La seconda domanda è se le basi verrebbero “lasciate” all’Italia. L’idea di un passaggio di consegne lineare è spesso più narrativa che reale, perché status, funzioni e vincoli operativi dipendono da accordi, intese e scelte politiche. Inoltre, molte capacità non sono “il cemento”, ma sistemi, catene di comando, personale addestrato e procedure. “Lasciare una base” non equivale automaticamente a trasferire una capacità.

La terza domanda è se l’Italia potrebbe usarle davvero. In astratto sì, ma la premessa è che una base non è una capacità. Per assorbire funzioni oggi garantite dagli Stati Uniti servono risorse e abilitatori che richiedono tempo: personale, budget, sicurezza, comando e controllo, scorte, manutenzione, addestramento e soprattutto capacità ad alta intensità che l’Europa fatica a sostituire rapidamente. Senza questi elementi, l’Italia può ereditare infrastrutture, ma non necessariamente la funzione strategica che quelle infrastrutture svolgevano nel sistema integrato.
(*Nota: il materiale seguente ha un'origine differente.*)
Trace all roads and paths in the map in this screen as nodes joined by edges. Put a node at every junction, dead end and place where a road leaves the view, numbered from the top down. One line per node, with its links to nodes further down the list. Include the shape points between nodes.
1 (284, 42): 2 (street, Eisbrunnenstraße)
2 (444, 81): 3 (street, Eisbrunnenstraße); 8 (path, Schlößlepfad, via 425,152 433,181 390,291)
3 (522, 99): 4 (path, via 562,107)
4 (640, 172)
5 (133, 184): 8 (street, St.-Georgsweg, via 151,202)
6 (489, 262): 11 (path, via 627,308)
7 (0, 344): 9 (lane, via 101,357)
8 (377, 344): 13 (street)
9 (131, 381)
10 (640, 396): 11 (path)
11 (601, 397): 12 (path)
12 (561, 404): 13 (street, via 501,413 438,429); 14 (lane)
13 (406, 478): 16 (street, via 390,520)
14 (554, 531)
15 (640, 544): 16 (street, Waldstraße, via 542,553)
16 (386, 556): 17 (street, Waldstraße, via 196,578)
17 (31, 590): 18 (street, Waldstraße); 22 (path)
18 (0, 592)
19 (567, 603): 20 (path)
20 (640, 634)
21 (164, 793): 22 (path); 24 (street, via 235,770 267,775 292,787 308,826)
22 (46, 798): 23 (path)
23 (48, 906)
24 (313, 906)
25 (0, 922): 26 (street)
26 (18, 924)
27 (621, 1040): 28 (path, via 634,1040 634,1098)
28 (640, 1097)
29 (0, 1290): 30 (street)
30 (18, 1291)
Peraltro il dibattito sul tema in Italia non esiste, almeno a livello pubblico.

COSA CAMBIEREBBE PER L’ITALIA SE GLI USA SI SFILASSERO DAL PLANNING

Ed eccoci al punto politico-strategico: se Washington riducesse la partecipazione ai meccanismi di coordinamento e pianificazione Nato, l’Italia non dovrebbe solo chiedersi “gli americani restano o vanno via?”. Dovrebbe soprattutto fare i conti con tre incertezze operative.

La prima riguarda la pianificabilità: una base può essere piena di capacità, ma se non è integrata nei piani comuni (tempi, missioni, regole d’ingaggio, catena di comando, corridoi logistici) diventa un asset meno “contabile” nella deterrenza. E quando la deterrenza si indebolisce, aumenta la tentazione di testarla.
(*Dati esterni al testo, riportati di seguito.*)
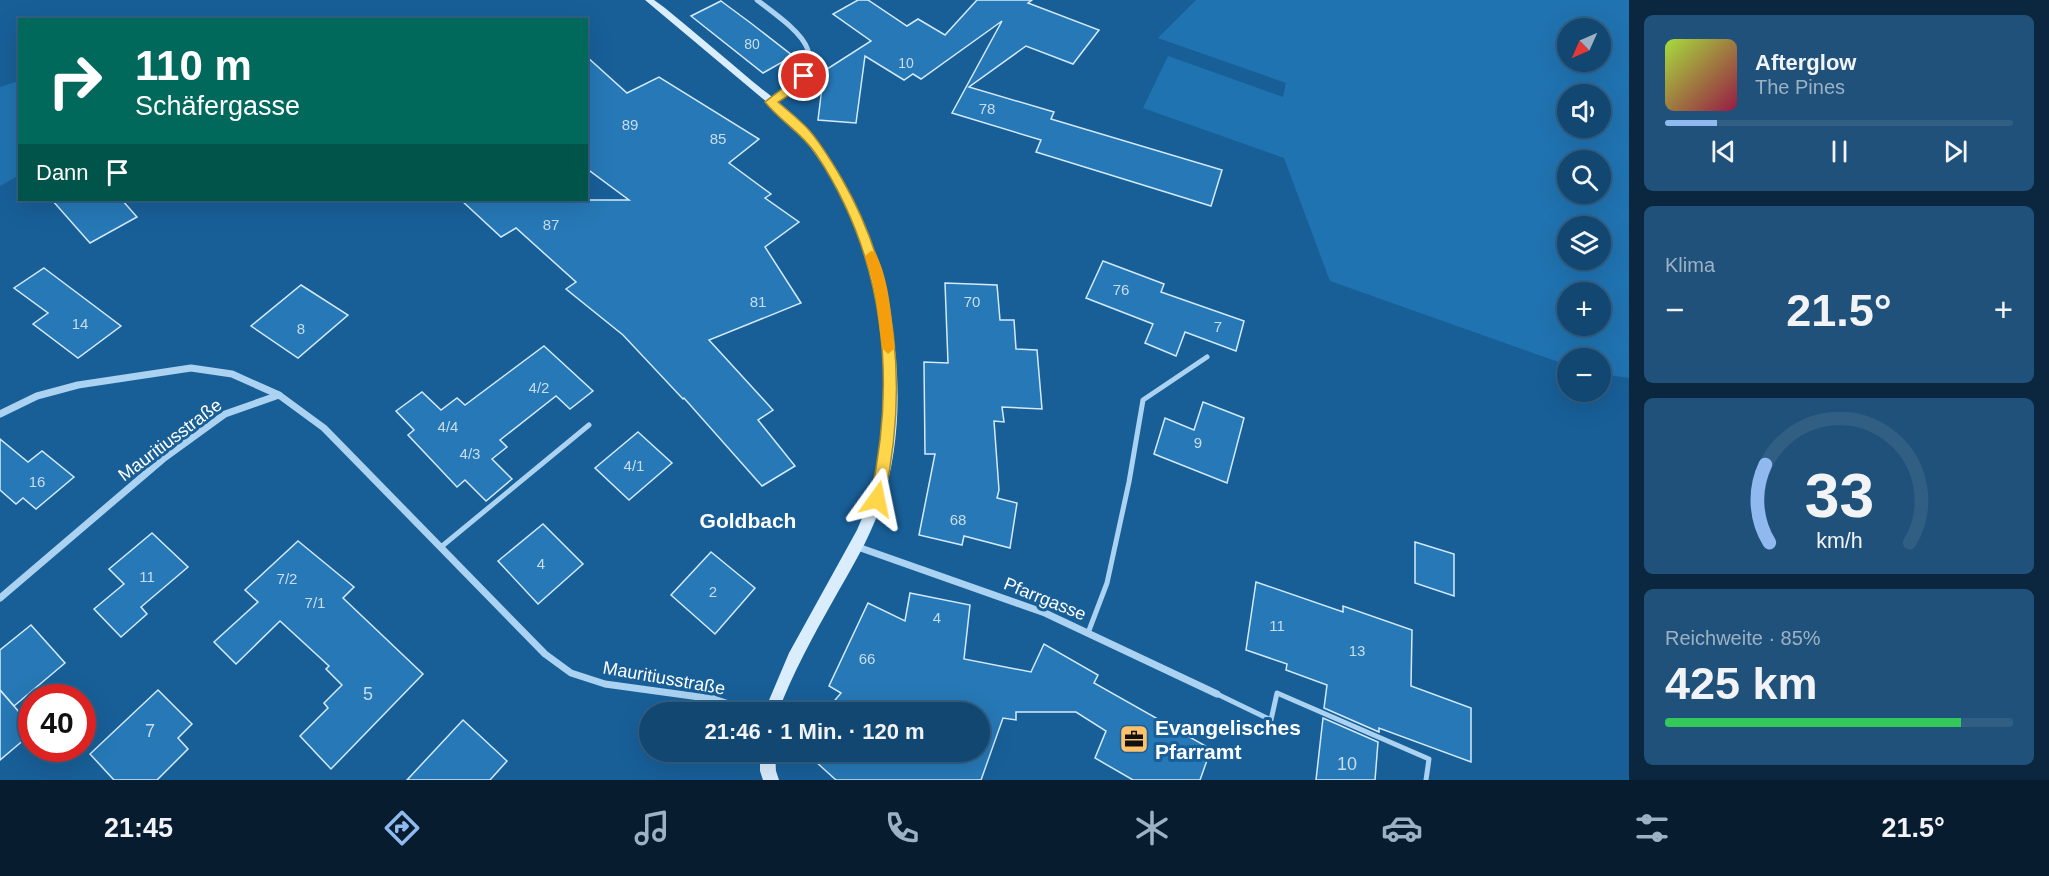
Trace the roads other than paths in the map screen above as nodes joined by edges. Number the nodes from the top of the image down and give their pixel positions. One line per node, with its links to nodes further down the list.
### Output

La seconda riguarda la gestione delle infrastrutture: l’idea che gli USA “abbandonino” e “lascino all’Italia” è più complessa di quanto sembri. Molte capacità non sono gli edifici, ma reti, autorizzazioni, procedure, software, standard, personale e interoperabilità. Senza integrazione e standard condivisi, il valore militare reale può ridursi rapidamente, anche se la struttura fisica resta.

La terza riguarda il costo dell’incertezza: per Roma, l’ambiguità è un problema in sé. Perché costringe a pianificare scenari alternativi, riallocare risorse, gestire pressioni politiche interne e, soprattutto, ridiscutere in tempi stretti equilibri che finora si reggevano su una premessa: l’affidabilità del “sistema” Nato più che del singolo contingente.

In altre parole, l’eventuale arretramento statunitense dal “planning” non cambierebbe solo i diagrammi dei comandi: cambierebbe il significato politico-operativo della presenza alleata in Italia. E quando quel significato diventa incerto, l’incertezza diventa vulnerabilità.